ENH: add support for cross generalization in time generalization

mne-tools / mne-python

MNE: Magnetoencephalography (MEG) and Electroencephalography (EEG) in Python

https://mne.tools

BSD 3-Clause "New" or "Revised" License

2.61k stars 1.3k forks source link

ENH: add support for cross generalization in time generalization #1302

Closed dengemann closed 10 years ago

dengemann commented 10 years ago

cc @kingjr @jdsitt @agramfort

this is to allow time generalization analyses between datasets. To me this would require adding a second epochs_list, e.g. epochs_list_other parameter to mne.decoding.time_generalization.

agramfort commented 10 years ago

why not. As long as it's the same subject it makes sense to me.

kingjr commented 10 years ago

Yep, it does make sense, see http://goo.gl/kET8ez, Figure 4 for comments on this type of analyses.

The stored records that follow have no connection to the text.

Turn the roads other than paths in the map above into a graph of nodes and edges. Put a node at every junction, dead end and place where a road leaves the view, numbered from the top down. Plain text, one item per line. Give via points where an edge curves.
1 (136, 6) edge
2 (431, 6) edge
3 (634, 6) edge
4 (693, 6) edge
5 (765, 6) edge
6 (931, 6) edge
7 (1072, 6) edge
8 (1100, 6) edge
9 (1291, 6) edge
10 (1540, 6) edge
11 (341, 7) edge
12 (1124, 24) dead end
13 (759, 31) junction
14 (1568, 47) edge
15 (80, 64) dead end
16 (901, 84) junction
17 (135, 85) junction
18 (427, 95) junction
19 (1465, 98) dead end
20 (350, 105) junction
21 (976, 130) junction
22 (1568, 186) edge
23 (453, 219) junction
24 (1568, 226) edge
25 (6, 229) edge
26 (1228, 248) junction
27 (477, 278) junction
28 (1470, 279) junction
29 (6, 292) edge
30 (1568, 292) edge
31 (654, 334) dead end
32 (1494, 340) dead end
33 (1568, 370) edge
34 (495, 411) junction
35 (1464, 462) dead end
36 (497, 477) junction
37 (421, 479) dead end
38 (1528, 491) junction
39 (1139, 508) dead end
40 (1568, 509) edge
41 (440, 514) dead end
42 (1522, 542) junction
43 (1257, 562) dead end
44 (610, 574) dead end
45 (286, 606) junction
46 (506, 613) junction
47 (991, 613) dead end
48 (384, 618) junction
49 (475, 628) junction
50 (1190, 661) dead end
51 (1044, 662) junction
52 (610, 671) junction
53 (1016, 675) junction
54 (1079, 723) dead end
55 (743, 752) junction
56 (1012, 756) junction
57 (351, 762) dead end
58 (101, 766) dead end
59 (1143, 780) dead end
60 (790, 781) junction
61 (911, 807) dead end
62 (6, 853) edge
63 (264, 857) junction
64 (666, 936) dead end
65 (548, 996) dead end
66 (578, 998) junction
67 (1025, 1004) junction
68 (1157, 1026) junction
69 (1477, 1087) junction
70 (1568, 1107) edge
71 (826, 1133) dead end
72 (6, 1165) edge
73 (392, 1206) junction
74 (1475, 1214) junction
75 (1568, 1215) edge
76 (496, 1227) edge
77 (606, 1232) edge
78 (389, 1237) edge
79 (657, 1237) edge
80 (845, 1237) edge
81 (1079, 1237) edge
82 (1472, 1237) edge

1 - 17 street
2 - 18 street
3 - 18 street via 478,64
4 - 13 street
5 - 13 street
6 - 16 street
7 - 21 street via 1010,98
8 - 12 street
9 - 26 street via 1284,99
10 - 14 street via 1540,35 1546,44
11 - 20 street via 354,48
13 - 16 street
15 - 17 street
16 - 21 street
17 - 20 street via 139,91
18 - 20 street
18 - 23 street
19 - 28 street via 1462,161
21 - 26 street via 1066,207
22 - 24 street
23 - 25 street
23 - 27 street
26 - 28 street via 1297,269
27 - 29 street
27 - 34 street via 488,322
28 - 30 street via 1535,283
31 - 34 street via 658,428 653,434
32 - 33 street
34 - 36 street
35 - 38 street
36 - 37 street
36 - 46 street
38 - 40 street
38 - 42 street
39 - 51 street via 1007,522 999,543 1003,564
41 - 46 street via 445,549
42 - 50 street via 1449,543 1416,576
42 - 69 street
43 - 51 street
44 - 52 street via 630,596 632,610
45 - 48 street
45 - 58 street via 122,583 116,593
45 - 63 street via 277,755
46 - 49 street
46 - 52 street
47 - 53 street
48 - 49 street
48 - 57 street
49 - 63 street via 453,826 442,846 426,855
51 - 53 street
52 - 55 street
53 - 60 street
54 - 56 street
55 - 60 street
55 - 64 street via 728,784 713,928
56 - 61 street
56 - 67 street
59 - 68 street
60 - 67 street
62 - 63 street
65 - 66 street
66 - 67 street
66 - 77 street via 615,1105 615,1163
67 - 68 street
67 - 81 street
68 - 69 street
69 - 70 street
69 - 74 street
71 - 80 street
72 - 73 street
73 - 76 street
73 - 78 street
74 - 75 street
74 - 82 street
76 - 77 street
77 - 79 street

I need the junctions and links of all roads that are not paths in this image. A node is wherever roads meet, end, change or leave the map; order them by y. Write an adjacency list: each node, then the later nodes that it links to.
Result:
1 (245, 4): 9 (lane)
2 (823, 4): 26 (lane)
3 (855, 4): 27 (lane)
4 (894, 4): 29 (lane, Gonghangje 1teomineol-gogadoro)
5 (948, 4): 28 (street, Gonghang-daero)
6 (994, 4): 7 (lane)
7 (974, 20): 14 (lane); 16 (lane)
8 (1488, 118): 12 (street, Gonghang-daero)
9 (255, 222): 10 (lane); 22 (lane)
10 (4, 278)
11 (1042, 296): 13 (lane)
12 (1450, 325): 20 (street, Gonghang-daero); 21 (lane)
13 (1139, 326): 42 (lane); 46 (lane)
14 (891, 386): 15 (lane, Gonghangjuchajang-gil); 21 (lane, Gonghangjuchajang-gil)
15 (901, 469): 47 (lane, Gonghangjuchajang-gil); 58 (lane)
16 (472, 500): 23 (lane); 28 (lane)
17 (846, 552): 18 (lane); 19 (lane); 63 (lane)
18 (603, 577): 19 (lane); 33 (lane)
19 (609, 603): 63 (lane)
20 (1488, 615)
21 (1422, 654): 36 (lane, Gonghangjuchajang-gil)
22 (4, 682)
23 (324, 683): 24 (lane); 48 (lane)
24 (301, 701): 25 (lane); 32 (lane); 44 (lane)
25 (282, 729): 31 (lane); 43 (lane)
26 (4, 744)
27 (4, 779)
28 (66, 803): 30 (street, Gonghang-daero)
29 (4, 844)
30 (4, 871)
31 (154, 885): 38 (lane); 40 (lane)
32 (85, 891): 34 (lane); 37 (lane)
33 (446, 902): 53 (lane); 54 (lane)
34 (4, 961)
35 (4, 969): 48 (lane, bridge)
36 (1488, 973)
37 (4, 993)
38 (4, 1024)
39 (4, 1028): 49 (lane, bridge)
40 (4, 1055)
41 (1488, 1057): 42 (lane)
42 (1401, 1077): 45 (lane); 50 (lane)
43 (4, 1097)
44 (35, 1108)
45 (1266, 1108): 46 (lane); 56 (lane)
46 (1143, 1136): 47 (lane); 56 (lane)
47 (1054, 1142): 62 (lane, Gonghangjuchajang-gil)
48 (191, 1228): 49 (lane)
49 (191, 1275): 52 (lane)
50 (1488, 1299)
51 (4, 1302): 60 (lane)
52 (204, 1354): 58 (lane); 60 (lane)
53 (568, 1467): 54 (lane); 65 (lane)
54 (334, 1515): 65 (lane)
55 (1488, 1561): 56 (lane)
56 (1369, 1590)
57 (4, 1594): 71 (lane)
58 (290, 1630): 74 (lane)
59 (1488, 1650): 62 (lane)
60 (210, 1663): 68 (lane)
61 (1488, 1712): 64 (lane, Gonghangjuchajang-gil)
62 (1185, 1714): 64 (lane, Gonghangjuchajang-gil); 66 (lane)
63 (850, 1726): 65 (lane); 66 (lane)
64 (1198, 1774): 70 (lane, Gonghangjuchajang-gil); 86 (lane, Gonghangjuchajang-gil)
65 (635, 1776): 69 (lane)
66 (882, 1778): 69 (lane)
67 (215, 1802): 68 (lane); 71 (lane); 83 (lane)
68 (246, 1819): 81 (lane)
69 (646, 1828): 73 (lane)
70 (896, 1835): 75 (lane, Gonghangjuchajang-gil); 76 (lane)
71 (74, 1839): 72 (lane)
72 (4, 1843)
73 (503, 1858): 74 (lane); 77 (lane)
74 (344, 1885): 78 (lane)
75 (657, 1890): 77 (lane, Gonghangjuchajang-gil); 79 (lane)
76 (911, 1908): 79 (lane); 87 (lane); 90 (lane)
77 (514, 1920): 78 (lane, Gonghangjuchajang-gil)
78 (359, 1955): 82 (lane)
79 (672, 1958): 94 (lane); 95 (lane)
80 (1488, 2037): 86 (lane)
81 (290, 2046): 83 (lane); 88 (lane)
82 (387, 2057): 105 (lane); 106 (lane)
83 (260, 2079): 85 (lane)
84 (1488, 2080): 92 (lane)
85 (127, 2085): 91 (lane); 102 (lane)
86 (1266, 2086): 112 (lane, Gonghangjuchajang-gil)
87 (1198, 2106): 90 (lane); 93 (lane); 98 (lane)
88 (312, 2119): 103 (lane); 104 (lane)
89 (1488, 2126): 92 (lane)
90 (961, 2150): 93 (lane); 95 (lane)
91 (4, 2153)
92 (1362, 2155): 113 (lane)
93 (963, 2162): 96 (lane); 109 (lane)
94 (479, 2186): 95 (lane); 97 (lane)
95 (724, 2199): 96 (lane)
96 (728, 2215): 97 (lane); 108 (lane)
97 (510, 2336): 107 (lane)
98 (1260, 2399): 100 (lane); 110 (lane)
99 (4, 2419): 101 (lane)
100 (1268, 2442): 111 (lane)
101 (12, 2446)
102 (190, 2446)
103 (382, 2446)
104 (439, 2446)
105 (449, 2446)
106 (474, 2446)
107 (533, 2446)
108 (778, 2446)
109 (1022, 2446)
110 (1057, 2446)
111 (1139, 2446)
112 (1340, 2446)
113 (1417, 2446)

I would use a epochs_list_train, epoch_list_generalize or epoch_list_test as an input name.

However, I would recommend

not using categorical outputs from the SVM, but also continuous ones (e.g. using predict_probas). This is because in time generalization you often get prediction biases e;g. the classifier always predict category A whether trials are from A or B. We can discuss the reason of that if you want.
not just reporting a score but actually give the SVM output too. This is important because in many cases, when we train on one dataset and generalize to another, there is no wrong or right answer. For instance, one can train on face versus house and see how the classifier generalize to cats, dogs, chairs, etc.

So overall, there needs to be a redesign of the time_generalization function.

I have my little code for that, if you want to work from it let me know.

agramfort commented 10 years ago

@kingjr would you consider giving us a hand to add this feature?

dengemann commented 10 years ago

@kingjr @agramfort I think with @jdsitt we know what to do here. The only thing you need to add is support for returning a second score matrix for X2 and y2. The rest is a matter of the inputs. If you pass SVC(probability=True) as clf and use the roc_auc scorer it should do exactly what JR suggests.

dengemann commented 10 years ago

@agramfort one question. I just realized that parallelization is performed over folds instead of over times. Any reason for that?

agramfort commented 10 years ago

Sklearn way but no strong feeling. I burn all my CPUS the way it is done now

dengemann commented 10 years ago

Sklearn way but no strong feeling. I burn all my CPUS the way it is done now

but what if you have 5 folds and 24 CPUs?

kingjr commented 10 years ago

The main reason for me was that the initial pipeline I had made allows you to use different window widths (@jdsitt uses this code, so you can check it out with him). In the extreme scenario, you can specify that the classifier is trained on all channels x all time points - in which case you end up with no possible parallelization. Folding on the other hand is constant. The second reason is that parallelization increases the need for memory which on my computers was not sufficiently large to allow 24 CPU * 500 trials * 306 sensors * n time samples for instance - and * m frequency bin potentially.

It would be nice to have an option that allows you to choose the level of parallelization.

[The rational for choosing different window widths is detailed in this paper. The general point being that i) noise and ii) signal may be partially independent across time samples, and thus be combined to increase SNR. However, the larger the window width and the smaller the temporal resolution of the effect of interest.]

kingjr commented 10 years ago

@dengemann if you're at the ICM on friday or saturday, perhaps I could come & see all this with you in person.

dengemann commented 10 years ago

@kingjr will be at ICM over the next 5-6 days including Fri Sat and probably Sun ;-) Would be cool to meet. I was thinking the same with regard to the level of parallelization. The rest should be straight forward to implement. It would be great to test against your old script with some dataset to make sure we get it right.

kingjr commented 10 years ago

FYI: see #1309

agramfort commented 10 years ago

cf #1309